▶ _WHAT YOU SHOULD DO_:
In the entries, find all lines that hold the word "חירם" and copy them.

▶ _GIVEN DATA_:

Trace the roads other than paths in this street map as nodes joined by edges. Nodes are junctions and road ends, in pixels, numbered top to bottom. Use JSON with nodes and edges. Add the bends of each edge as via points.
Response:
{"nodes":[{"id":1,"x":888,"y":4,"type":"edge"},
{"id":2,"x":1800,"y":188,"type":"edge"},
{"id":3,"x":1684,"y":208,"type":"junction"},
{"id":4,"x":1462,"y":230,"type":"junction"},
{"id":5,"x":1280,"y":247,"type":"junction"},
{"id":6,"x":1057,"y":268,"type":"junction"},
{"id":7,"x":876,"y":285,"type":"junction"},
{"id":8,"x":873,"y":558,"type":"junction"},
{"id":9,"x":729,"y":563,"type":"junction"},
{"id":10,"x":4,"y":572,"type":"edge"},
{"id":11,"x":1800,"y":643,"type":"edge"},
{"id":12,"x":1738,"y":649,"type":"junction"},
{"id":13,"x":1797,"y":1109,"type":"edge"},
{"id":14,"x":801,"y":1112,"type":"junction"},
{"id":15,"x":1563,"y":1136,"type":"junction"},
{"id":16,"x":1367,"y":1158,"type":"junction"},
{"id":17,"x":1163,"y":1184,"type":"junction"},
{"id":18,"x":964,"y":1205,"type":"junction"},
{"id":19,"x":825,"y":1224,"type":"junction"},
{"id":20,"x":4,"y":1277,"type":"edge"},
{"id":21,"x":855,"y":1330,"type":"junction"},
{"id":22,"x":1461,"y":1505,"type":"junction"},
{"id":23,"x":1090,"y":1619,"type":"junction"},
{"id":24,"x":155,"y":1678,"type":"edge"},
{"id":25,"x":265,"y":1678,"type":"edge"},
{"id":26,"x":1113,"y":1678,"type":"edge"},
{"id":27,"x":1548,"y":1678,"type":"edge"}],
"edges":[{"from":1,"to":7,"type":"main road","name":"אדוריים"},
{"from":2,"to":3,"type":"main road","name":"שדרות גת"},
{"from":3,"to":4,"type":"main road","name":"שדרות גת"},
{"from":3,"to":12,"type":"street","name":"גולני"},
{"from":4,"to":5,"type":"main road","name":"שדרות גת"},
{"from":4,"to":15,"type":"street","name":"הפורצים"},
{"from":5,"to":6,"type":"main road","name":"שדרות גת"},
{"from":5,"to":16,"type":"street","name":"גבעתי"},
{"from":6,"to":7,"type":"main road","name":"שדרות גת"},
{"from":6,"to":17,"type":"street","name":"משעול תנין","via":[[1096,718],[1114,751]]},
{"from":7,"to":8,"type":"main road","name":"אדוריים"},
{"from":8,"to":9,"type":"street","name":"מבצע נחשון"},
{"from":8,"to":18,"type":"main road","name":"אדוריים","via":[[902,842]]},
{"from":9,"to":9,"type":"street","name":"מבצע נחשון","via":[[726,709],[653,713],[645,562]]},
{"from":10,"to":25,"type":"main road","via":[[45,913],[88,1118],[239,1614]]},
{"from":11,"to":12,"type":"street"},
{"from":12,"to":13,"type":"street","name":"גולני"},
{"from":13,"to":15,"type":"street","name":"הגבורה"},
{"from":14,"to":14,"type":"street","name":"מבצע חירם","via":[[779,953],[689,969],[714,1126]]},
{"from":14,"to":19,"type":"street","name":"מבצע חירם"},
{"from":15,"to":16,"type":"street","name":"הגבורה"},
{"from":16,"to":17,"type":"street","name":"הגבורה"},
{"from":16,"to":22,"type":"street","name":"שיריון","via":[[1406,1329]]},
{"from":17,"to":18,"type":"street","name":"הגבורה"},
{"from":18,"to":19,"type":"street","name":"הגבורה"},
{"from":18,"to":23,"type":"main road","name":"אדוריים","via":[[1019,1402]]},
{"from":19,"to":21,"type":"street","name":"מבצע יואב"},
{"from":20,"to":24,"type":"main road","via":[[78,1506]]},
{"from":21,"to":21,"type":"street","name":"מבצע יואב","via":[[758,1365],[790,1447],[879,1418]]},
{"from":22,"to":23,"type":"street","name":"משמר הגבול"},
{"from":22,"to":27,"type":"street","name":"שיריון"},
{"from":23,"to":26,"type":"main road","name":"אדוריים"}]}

▶ _REPLY TO THE EXERCISE_:
{"from":14,"to":14,"type":"street","name":"מבצע חירם","via":[[779,953],[689,969],[714,1126]]},
{"from":14,"to":19,"type":"street","name":"מבצע חירם"},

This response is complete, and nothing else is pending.